- RECORD EXCERPTS -
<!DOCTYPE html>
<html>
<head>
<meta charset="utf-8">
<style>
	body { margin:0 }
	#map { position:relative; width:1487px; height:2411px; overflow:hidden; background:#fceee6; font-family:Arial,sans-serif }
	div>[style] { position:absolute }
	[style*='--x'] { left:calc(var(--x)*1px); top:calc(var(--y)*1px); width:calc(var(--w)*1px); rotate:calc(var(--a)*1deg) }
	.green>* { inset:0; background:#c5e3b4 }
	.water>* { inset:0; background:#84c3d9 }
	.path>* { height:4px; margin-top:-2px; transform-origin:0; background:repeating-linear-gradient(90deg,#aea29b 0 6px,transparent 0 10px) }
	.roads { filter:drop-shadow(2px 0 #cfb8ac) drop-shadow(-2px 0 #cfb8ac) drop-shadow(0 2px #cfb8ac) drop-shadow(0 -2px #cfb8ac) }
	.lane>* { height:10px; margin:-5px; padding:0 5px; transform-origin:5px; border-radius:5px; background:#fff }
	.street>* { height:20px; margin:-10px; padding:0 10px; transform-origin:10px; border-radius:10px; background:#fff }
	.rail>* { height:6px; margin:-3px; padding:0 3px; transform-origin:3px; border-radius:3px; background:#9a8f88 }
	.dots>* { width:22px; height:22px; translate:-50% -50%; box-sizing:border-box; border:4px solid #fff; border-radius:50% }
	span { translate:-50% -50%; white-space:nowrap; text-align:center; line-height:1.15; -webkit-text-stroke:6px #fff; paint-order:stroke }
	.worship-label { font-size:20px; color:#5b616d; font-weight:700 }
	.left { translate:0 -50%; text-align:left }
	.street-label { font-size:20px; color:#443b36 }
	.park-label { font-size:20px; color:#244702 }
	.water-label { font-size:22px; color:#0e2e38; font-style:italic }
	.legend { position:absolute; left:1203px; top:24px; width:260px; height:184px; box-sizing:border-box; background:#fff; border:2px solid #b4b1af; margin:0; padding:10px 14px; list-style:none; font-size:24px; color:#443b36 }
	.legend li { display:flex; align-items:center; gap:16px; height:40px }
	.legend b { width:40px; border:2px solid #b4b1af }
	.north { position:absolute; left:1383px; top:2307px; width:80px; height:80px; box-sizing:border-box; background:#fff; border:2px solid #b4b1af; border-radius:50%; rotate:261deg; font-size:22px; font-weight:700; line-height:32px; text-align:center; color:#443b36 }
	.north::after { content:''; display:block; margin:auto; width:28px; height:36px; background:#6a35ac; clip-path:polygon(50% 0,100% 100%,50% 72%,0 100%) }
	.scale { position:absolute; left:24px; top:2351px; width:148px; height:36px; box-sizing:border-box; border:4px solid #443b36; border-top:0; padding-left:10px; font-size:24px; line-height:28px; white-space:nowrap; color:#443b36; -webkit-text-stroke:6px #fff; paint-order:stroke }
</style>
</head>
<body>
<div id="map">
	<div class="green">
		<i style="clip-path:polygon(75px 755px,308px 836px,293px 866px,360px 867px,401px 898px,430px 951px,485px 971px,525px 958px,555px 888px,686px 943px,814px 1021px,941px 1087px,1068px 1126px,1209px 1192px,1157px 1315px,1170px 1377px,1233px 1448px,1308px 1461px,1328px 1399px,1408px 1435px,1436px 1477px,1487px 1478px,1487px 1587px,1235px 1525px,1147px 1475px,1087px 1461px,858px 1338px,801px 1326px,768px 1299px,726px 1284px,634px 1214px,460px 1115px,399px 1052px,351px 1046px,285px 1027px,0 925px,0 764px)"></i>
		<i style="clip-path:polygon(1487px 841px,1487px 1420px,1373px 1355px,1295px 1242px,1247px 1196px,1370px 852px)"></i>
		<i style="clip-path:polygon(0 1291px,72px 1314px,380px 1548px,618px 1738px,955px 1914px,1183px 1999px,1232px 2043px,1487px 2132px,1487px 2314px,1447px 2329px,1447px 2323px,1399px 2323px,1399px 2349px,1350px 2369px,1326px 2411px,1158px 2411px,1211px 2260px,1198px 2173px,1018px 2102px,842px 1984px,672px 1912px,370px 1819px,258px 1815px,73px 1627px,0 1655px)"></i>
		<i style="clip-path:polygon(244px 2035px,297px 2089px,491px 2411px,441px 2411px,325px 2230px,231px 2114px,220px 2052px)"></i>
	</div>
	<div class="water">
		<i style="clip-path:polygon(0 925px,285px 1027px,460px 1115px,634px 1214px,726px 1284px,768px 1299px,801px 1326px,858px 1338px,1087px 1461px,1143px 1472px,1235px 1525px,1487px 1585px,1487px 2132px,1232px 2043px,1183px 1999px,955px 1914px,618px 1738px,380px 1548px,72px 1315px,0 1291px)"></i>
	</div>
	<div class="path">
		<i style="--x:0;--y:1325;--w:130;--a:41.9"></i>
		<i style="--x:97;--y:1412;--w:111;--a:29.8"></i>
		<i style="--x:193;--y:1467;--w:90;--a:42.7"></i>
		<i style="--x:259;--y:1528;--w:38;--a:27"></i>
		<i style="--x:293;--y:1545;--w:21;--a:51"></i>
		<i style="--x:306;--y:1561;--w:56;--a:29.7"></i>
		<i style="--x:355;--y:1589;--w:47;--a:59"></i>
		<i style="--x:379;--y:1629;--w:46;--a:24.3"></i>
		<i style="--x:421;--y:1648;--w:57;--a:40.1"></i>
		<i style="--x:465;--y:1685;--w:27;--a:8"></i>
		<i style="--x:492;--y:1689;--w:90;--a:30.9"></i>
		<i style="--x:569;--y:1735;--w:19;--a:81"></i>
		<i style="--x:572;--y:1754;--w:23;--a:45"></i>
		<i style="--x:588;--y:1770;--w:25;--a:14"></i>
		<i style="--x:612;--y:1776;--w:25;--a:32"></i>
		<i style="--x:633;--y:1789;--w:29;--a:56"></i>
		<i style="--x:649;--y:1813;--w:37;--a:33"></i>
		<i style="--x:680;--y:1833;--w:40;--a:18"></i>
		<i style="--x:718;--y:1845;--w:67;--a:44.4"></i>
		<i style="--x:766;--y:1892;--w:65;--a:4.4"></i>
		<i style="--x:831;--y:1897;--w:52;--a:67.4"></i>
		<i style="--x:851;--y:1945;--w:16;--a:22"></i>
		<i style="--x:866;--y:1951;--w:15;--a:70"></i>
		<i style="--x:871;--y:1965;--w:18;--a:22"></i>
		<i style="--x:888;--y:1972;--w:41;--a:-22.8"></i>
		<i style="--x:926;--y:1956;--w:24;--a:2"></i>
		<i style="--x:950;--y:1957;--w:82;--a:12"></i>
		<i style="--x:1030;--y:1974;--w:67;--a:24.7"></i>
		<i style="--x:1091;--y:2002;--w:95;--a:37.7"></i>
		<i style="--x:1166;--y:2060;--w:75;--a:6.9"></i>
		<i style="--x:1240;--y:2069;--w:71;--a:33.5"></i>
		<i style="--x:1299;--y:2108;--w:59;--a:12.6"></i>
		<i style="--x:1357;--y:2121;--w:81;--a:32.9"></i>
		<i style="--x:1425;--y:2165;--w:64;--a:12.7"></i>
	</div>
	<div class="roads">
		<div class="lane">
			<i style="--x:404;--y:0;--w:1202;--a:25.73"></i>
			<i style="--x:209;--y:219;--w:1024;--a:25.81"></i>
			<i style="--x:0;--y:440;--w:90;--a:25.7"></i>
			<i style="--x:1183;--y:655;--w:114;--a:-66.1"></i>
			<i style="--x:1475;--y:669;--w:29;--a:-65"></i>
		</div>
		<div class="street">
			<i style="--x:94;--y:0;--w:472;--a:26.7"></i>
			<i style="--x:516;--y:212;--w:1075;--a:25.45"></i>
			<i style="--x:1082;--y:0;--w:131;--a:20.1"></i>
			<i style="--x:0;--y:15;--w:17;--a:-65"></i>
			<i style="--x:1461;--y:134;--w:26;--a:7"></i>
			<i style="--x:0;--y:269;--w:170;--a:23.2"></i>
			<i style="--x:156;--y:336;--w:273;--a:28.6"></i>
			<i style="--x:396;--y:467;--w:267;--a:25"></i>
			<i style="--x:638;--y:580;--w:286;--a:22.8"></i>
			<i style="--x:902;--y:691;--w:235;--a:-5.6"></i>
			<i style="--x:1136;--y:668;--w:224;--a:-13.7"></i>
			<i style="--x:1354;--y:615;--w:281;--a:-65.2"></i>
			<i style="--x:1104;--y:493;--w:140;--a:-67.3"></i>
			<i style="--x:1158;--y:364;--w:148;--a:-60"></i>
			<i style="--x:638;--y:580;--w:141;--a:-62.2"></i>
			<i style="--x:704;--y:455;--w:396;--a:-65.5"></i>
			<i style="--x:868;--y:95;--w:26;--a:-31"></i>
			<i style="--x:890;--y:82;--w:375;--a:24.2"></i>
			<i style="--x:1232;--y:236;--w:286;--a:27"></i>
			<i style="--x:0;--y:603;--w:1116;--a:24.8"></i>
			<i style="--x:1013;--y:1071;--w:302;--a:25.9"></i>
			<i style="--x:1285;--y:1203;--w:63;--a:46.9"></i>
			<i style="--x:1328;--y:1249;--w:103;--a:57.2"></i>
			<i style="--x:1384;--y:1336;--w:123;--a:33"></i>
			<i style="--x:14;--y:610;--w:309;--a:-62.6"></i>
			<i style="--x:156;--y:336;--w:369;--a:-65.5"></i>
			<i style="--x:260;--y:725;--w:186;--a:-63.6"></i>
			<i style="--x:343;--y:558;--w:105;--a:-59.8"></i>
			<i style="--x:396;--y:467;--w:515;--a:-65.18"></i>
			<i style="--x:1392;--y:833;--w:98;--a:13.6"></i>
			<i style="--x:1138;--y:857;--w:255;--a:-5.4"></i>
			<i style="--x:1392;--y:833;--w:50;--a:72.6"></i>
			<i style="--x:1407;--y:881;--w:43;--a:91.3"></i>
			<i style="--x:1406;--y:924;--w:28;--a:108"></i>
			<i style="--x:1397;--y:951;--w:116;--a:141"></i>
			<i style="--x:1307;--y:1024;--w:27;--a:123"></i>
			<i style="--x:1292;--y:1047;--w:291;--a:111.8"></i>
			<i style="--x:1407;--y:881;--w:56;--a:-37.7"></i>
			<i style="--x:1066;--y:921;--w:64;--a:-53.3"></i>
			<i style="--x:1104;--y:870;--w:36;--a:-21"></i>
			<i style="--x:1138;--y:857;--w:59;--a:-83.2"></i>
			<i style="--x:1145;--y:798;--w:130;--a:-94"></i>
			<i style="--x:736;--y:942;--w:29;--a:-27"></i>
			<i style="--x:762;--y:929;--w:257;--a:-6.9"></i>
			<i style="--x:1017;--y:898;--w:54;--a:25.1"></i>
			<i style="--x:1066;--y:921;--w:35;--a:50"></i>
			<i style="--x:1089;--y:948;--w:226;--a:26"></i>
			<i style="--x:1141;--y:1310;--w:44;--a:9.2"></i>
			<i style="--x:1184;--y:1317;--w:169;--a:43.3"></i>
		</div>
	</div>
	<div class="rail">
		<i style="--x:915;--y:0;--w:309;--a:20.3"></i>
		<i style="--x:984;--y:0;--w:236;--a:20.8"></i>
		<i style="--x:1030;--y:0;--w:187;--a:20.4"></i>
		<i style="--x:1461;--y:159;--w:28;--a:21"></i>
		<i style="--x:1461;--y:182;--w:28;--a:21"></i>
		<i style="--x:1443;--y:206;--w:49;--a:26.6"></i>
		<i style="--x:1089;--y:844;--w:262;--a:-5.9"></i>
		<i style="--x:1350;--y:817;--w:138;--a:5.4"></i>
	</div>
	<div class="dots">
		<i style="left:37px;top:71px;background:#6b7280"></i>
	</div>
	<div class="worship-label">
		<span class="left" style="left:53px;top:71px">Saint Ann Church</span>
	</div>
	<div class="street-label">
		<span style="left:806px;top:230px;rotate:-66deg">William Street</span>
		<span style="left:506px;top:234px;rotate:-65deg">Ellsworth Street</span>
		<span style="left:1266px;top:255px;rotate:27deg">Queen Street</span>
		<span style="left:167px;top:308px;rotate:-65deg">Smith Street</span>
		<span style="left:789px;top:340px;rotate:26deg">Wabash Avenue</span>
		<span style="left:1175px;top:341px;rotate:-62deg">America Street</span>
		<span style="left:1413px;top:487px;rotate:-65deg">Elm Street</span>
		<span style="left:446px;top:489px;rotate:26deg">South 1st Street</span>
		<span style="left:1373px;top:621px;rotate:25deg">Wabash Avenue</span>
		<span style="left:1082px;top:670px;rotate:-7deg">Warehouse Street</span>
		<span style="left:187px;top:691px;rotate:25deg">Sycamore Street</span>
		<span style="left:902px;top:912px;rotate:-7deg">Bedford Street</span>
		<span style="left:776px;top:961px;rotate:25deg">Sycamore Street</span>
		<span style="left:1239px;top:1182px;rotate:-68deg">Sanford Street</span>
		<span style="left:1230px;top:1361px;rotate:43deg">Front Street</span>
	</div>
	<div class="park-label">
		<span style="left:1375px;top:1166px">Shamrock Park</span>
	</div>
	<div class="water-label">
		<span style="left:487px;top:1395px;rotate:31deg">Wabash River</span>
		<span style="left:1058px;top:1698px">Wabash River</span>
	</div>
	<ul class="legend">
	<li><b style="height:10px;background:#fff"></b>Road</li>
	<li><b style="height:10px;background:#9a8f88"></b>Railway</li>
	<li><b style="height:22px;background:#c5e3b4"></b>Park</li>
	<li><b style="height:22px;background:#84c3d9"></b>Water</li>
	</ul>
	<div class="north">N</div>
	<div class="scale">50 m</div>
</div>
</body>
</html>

- TASK -
Please give back exactly the lines of the listing above that run from the one containing "height:10px; margin:-5px; padding:0" through the one containing "translate:-50% -50%; white-space:nowrap;", and only those.

- TASK OUTPUT -
	.lane>* { height:10px; margin:-5px; padding:0 5px; transform-origin:5px; border-radius:5px; background:#fff }
	.street>* { height:20px; margin:-10px; padding:0 10px; transform-origin:10px; border-radius:10px; background:#fff }
	.rail>* { height:6px; margin:-3px; padding:0 3px; transform-origin:3px; border-radius:3px; background:#9a8f88 }
	.dots>* { width:22px; height:22px; translate:-50% -50%; box-sizing:border-box; border:4px solid #fff; border-radius:50% }
	span { translate:-50% -50%; white-space:nowrap; text-align:center; line-height:1.15; -webkit-text-stroke:6px #fff; paint-order:stroke }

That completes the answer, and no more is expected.